*About this task*
In your copy, include no images and return each entry exactly as written.

*Data records*

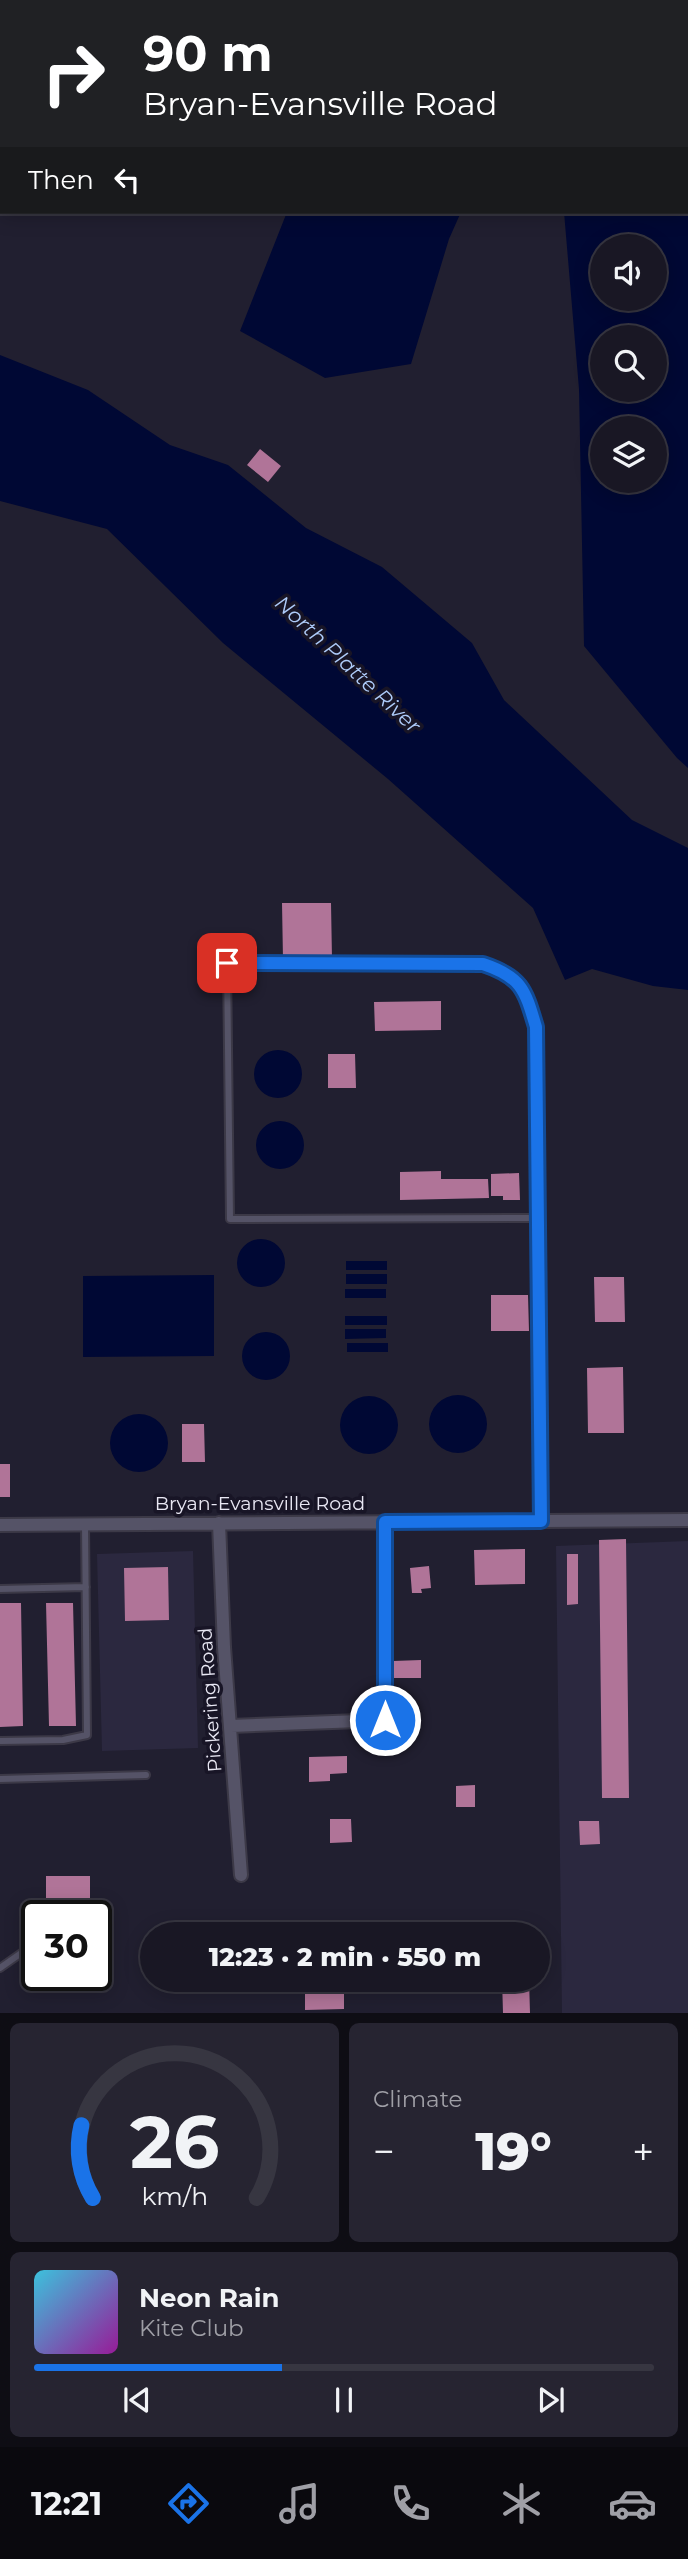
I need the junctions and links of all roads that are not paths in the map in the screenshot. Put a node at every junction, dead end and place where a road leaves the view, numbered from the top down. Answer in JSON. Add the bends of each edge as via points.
{"nodes":[{"id":1,"x":538,"y":1218,"type":"junction"},
{"id":2,"x":688,"y":1520,"type":"edge"},
{"id":3,"x":541,"y":1521,"type":"junction"},
{"id":4,"x":385,"y":1522,"type":"junction"},
{"id":5,"x":219,"y":1523,"type":"junction"},
{"id":6,"x":85,"y":1524,"type":"junction"},
{"id":7,"x":0,"y":1525,"type":"edge"},
{"id":8,"x":86,"y":1587,"type":"junction"},
{"id":9,"x":0,"y":1589,"type":"edge"},
{"id":10,"x":231,"y":1726,"type":"junction"},
{"id":11,"x":0,"y":1741,"type":"edge"},
{"id":12,"x":146,"y":1775,"type":"dead end"},
{"id":13,"x":0,"y":1779,"type":"edge"},
{"id":14,"x":242,"y":1875,"type":"dead end"},
{"id":15,"x":21,"y":1953,"type":"edge"},
{"id":16,"x":0,"y":1968,"type":"edge"}],
"edges":[{"from":1,"to":1,"type":"lane","via":[[536,1027],[525,991],[504,971],[483,964],[227,963],[230,1219]]},
{"from":1,"to":3,"type":"lane"},
{"from":2,"to":3,"type":"street","name":"Bryan-Evansville Road"},
{"from":3,"to":4,"type":"street","name":"Bryan-Evansville Road"},
{"from":4,"to":5,"type":"street","name":"Bryan-Evansville Road"},
{"from":4,"to":10,"type":"street","via":[[385,1720]]},
{"from":5,"to":6,"type":"street","name":"Bryan-Evansville Road"},
{"from":5,"to":10,"type":"street","name":"Pickering Road"},
{"from":6,"to":7,"type":"street","name":"Bryan-Evansville Road"},
{"from":6,"to":8,"type":"lane"},
{"from":8,"to":9,"type":"lane"},
{"from":8,"to":11,"type":"lane","via":[[87,1735]]},
{"from":10,"to":14,"type":"street","name":"Pickering Road"},
{"from":12,"to":13,"type":"lane"},
{"from":15,"to":16,"type":"lane"}]}
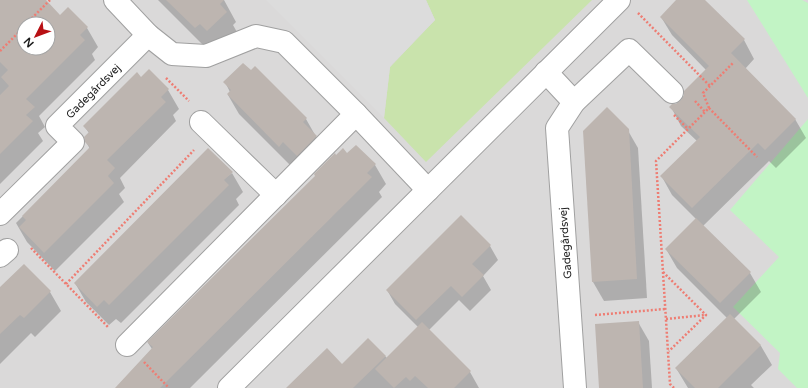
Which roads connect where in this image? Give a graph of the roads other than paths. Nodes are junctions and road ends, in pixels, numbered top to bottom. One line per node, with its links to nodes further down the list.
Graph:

*Task result*
I need the junctions and links of all roads that are not paths in the map in the screenshot. Put a node at every junction, dead end and place where a road leaves the view, numbered from the top down. Answer in JSON. Add the bends of each edge as via points.
{"nodes":[{"id":1,"x":538,"y":1218,"type":"junction"},
{"id":2,"x":688,"y":1520,"type":"edge"},
{"id":3,"x":541,"y":1521,"type":"junction"},
{"id":4,"x":385,"y":1522,"type":"junction"},
{"id":5,"x":219,"y":1523,"type":"junction"},
{"id":6,"x":85,"y":1524,"type":"junction"},
{"id":7,"x":0,"y":1525,"type":"edge"},
{"id":8,"x":86,"y":1587,"type":"junction"},
{"id":9,"x":0,"y":1589,"type":"edge"},
{"id":10,"x":231,"y":1726,"type":"junction"},
{"id":11,"x":0,"y":1741,"type":"edge"},
{"id":12,"x":146,"y":1775,"type":"dead end"},
{"id":13,"x":0,"y":1779,"type":"edge"},
{"id":14,"x":242,"y":1875,"type":"dead end"},
{"id":15,"x":21,"y":1953,"type":"edge"},
{"id":16,"x":0,"y":1968,"type":"edge"}],
"edges":[{"from":1,"to":1,"type":"lane","via":[[536,1027],[525,991],[504,971],[483,964],[227,963],[230,1219]]},
{"from":1,"to":3,"type":"lane"},
{"from":2,"to":3,"type":"street","name":"Bryan-Evansville Road"},
{"from":3,"to":4,"type":"street","name":"Bryan-Evansville Road"},
{"from":4,"to":5,"type":"street","name":"Bryan-Evansville Road"},
{"from":4,"to":10,"type":"street","via":[[385,1720]]},
{"from":5,"to":6,"type":"street","name":"Bryan-Evansville Road"},
{"from":5,"to":10,"type":"street","name":"Pickering Road"},
{"from":6,"to":7,"type":"street","name":"Bryan-Evansville Road"},
{"from":6,"to":8,"type":"lane"},
{"from":8,"to":9,"type":"lane"},
{"from":8,"to":11,"type":"lane","via":[[87,1735]]},
{"from":10,"to":14,"type":"street","name":"Pickering Road"},
{"from":12,"to":13,"type":"lane"},
{"from":15,"to":16,"type":"lane"}]}
Which roads connect where in this image? Give a graph of the roads other than paths. Nodes are junctions and road ends, in pixels, numbered top to bottom. One line per node, with its links to nodes further down the list.
Graph:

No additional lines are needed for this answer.